By Julie Simpson –
Anyone who has ever watched or attended a major sporting event knows that they involve a lot of people: thousands of spectators, media personnel, athletes, concessions, cleanup crew, security and the list goes on. But you’ve probably never given a second thought about the company that makes the movement and management of all those people possible. In many cases, that company is Populous.
A global organization with a dozen offices around the world, Populous is primarily an architecture firm, working with clients to design and build large-scale projects like convention centers, stadiums, aviation facilities and sports training facilities. The company also does major event planning, all of which is handled by the team in its Colorado office.
“Colorado is a great location for us,” says Jeff Keas, senior principal in Denver and Populous employee for over 20 years. “Our employees like the mountain lifestyle, which helps with recruitment and retention, and the large international airport is essential for flying to project locations. Our employees love living here, which is important.”
Populous has made a name for itself as a company adept at handling massive projects, both in architecture and events. As Keas describes it, “We work on things where there’s going to be large masses of people.” That is a short summary of a long résumé. Populous’ event planning division has played an integral part in all kinds of major sporting events including Super Bowls, college football playoffs, National Hockey League all-star games, Final Four games and the National Football League Draft, to name a few.
“The work of our Denver team is horizontal,” Keas says. “While the other offices work on architectural projects in their locations, we do architecture but we also travel all over the world to do the event planning.”
In addition to its work on major American sporting events, Populous also has a hand in global happenings, partnering with the Olympic committee, managing all European NFL games and even contributing to the operations of the World Cup.
If you ask an employee of Populous why you’ve never heard of such a large and involved company before, they’ll tell you: “That means we’re doing our job well.” According to Keas, seamless contribution is the goal. “If we do our job right, the idea is that people are focused on a great experience, not on the logistics that go into it,” he says.
The scope of those logistics goes far beyond what the average spectator might observe on game day. While the scale and type of work required varies depending on the event, planning always starts months or even years before the event is set to take place. Populous often does legwork for the client, researching, surveying and traveling to find a location that will work for whatever event it is contracted to plan.
In the case of Colorado’s bid* for the 2030 Winter Olympics, for example, Populous conducted surveys in the mountain towns where the Olympic events could potentially take place, to see if the citizens were favorable toward hosting such an event. Populous team members assessed what athletic facilities already exist that could be used in order to determine how much new construction would need to happen.

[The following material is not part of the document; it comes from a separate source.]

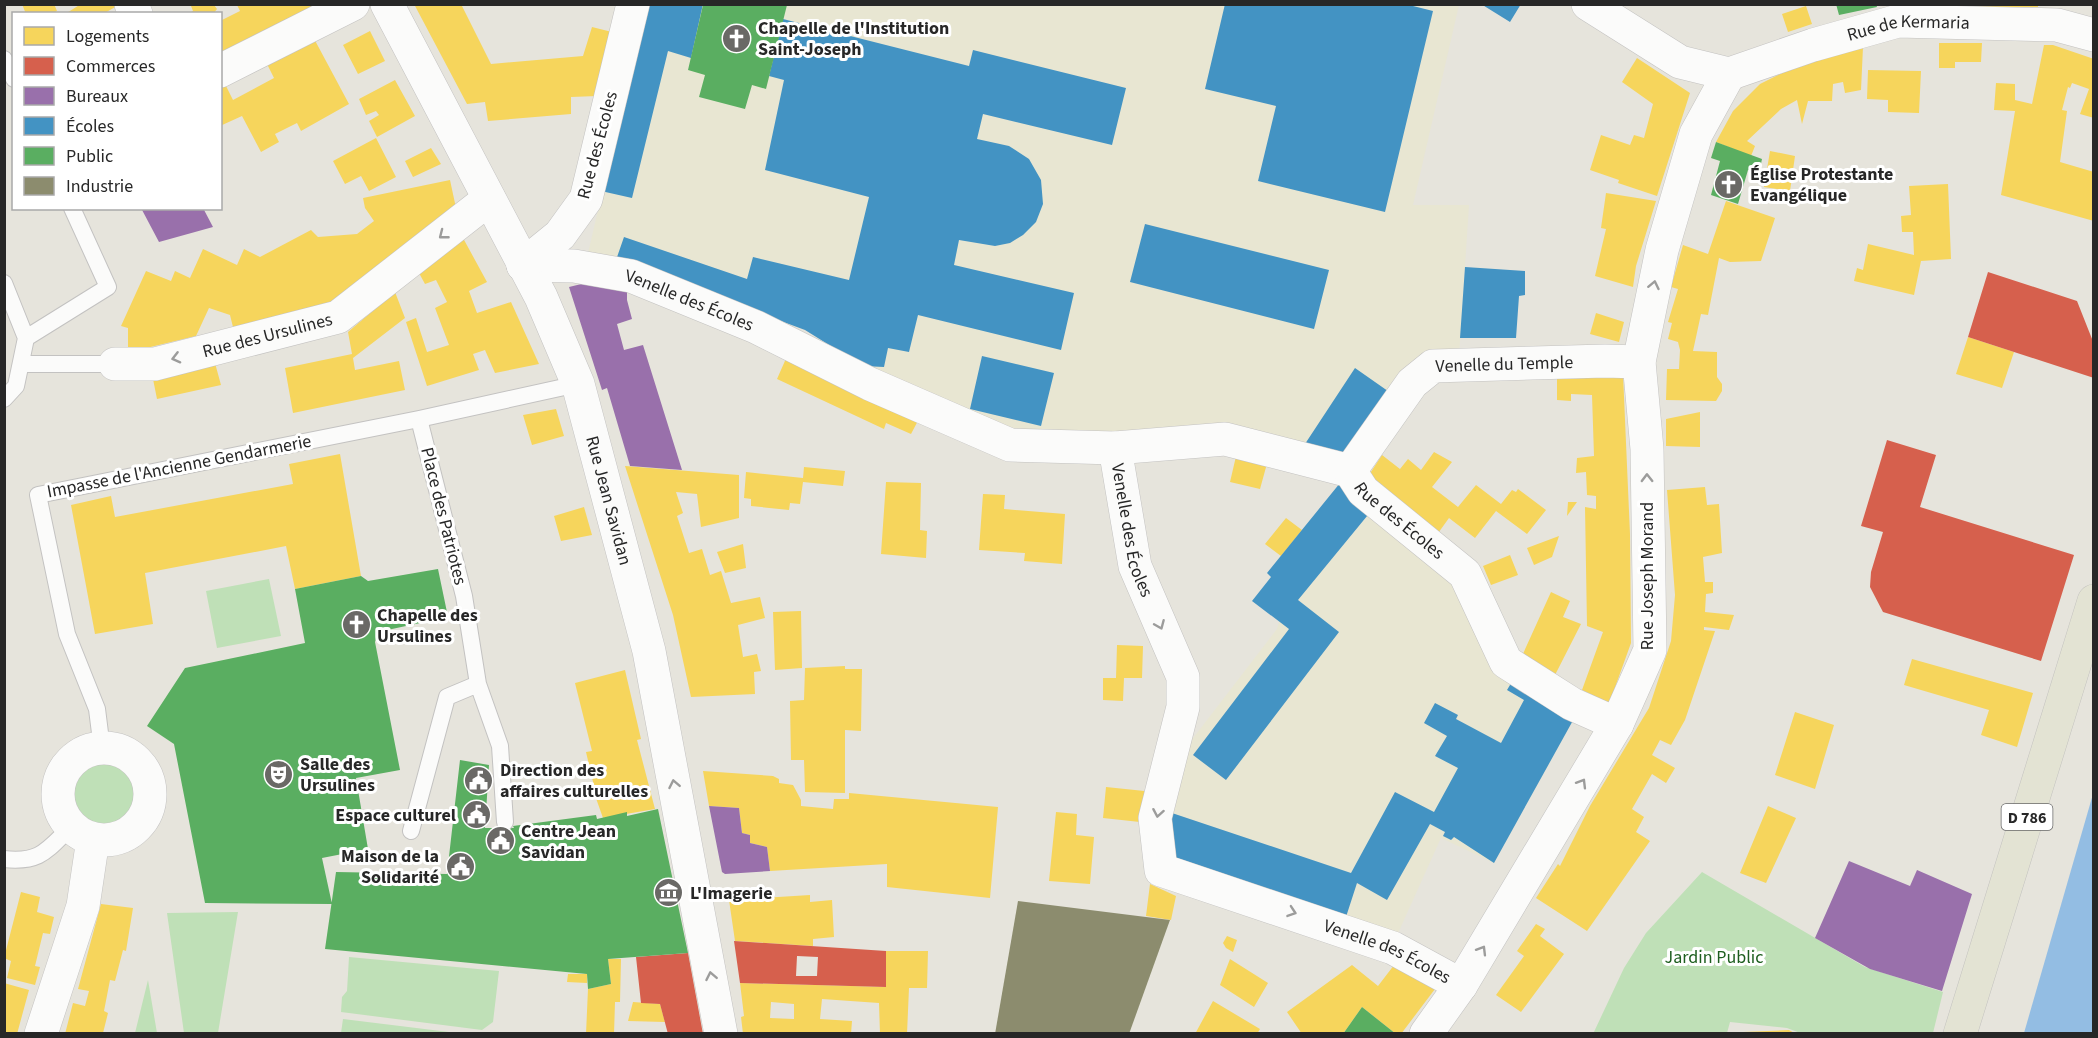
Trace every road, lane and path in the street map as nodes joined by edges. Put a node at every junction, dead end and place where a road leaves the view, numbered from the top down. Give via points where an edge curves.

They also offered a plan for the use of the facilities after the games conclude, in order to avoid what they call “white elephants,” or facilities that wouldn’t continue to bring money into the community after the Olympics are over.
Though it insists it can’t say much about it during the evaluation process, Populous is also involved in Denver’s bid to host the NFL Draft. As the draft is usually held in a unique location outside of normal stadium venues, Populous has been assessing places like Red Rocks or downtown as possible settings and determining what changes would need to be made for hosting the draft.
Once a location and time frame are determined, Populous gets to work outlining what needs to be done in order to transform an average event venue into a location that can handle the large number of people attending the special event. The to-do list is long. Populous plans what changes and additions are needed, such as tents, stages, wiring and sound equipment, extra generators, road closures and parking, new entrances and exits to and from the arena, and whatever else the specific venue may need. Populous hires and manages the subcontractors performing the work and oversees the “build-out phase,” when everything is installed in the days leading up to the event. Populous manages the operation of the venue on the day of the event. Then when it’s over, Populous tears it all down, returning the location to the way it was before.
One of Populous’ biggest jobs is, of course, the Super Bowl. The company has worked with the NFL for 35 years now, and though it must continue to bid on their projects every year, its reputation with the NFL means Populous consistently manages the big game.
“It’s a blessing to be invited back on a regular basis,” says Todd Barnes, senior principal in charge of Populous’ NFL contract. “It takes a lot of time and effort, and requires a lot of time on the road, because face time is important with clients, but it means everything for us to be able to meet directly.”
Work on the Super Bowl begins two years prior to the game, almost as soon as the NFL decides where the game is going to be held. Then, as Barnes puts it, “There’s a lot of meetings.” Efforts must be coordinated with the NFL, city authorities, stadium employees, transportation authorities and countless numbers of subcontractors for things like security and construction of temporary facilities.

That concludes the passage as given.